After choosing the regions and industries appropriate for your tenant, click the “Save” button. Optionally, you can use the “Add User Role” link to add other tenant users as either portal administrators or portal users.
Once you’ve finalized the settings, the rest of the portal pages become available:
- The Home page gives you a fairly useless set of links that point to the sets of compliance and trust documents you have access to, as well as a redundant link to the settings page. The link for providing feedback is probably the most useful item here.
- The Compliance Reports page lists all of the reports Microsoft has generated covering their compliance with specific regulations. You can filter reports by region or industry; for example, if you said that you’re a manufacturer with operations in Brazil, Germany, and North America, you can choose from any of those regions. You can also keyword-search the document names and summaries, but not their full text.

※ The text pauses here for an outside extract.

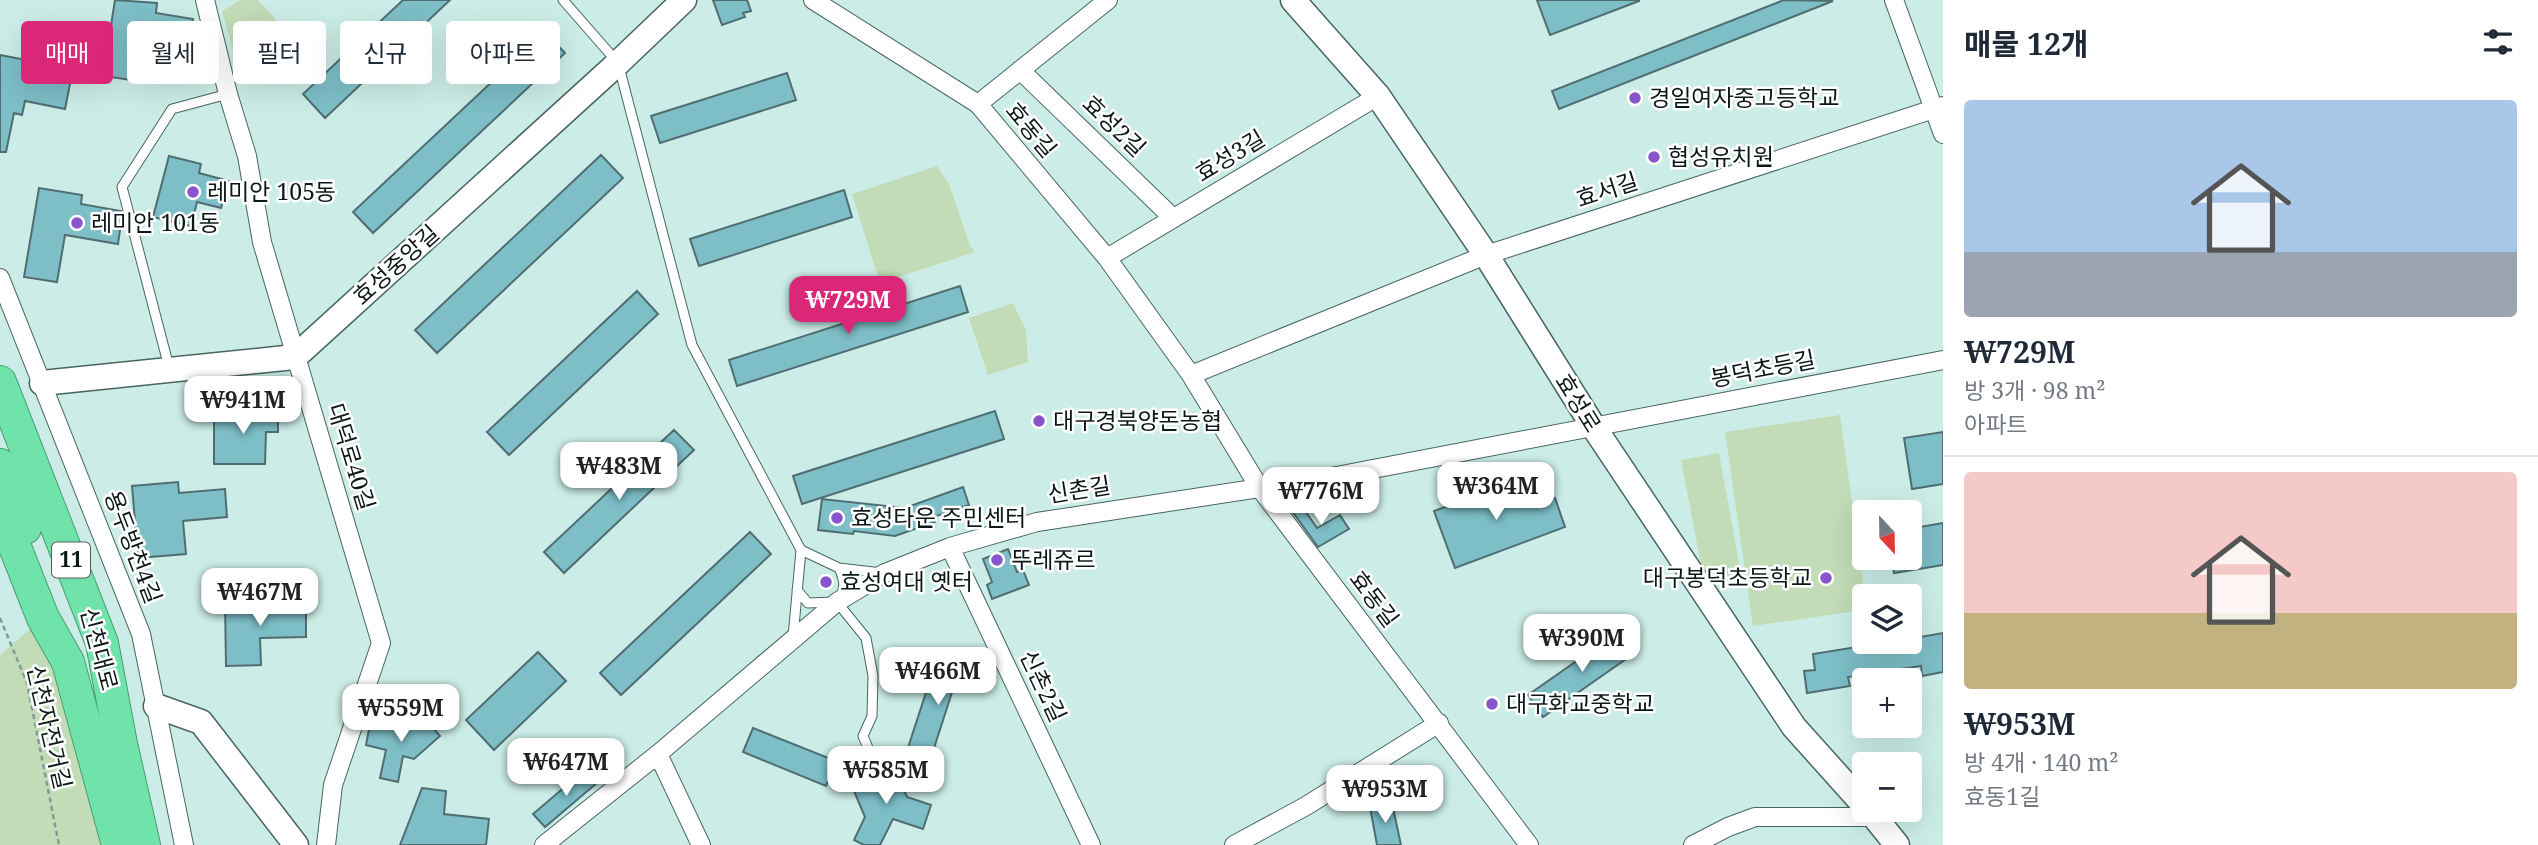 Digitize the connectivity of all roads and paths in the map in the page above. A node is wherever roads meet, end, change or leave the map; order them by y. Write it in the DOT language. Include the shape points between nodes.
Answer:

- The Trust Documents page lists specific documents that pertain to your tenant. The page says it offers “white papers, FAQs, end-of-year reports, and other Microsoft Confidential resources that are made available to you under non-disclosure agreement.” To me, this is the most valuable section of the portal—while the items collected here are already available to most customers through their Microsoft sales or technical support channels, having them collected in a single place is valuable, and being able to focus only on documents that pertain to your organization’s industry and geographies is even more valuable. (Because the items here are all provided under NDA, I didn’t include a screen shot; you’ll have to go look for yourself if you want to see what’s there.)
Although much of the content on the STP is immediately useful, I’m more interested in seeing what Microsoft does with this. Because the portal is actually an application, it could potentially be extended to take advantage of data from your tenant—for example, Microsoft could customize the documents displayed to focus on features that you’ve licensed and deployed, separating those that don’t pertain to what you’re actually doing. They could even leverage usage data from Office Graph—the kinds of things that are now displayed in Delve, such as information about who’s shared which documents—to provide more focused recommendations and content. In addition, Microsoft will certainly continue to pump out security, compliance, and privacy documentation, and the STP is the logical place to collect and organize it.
The signup process is simple and quick, so give it a try—I’d be interested to hear back from you to see whether you found anything new or unexpected in the documents that the STP exposes for your particular industry and geography.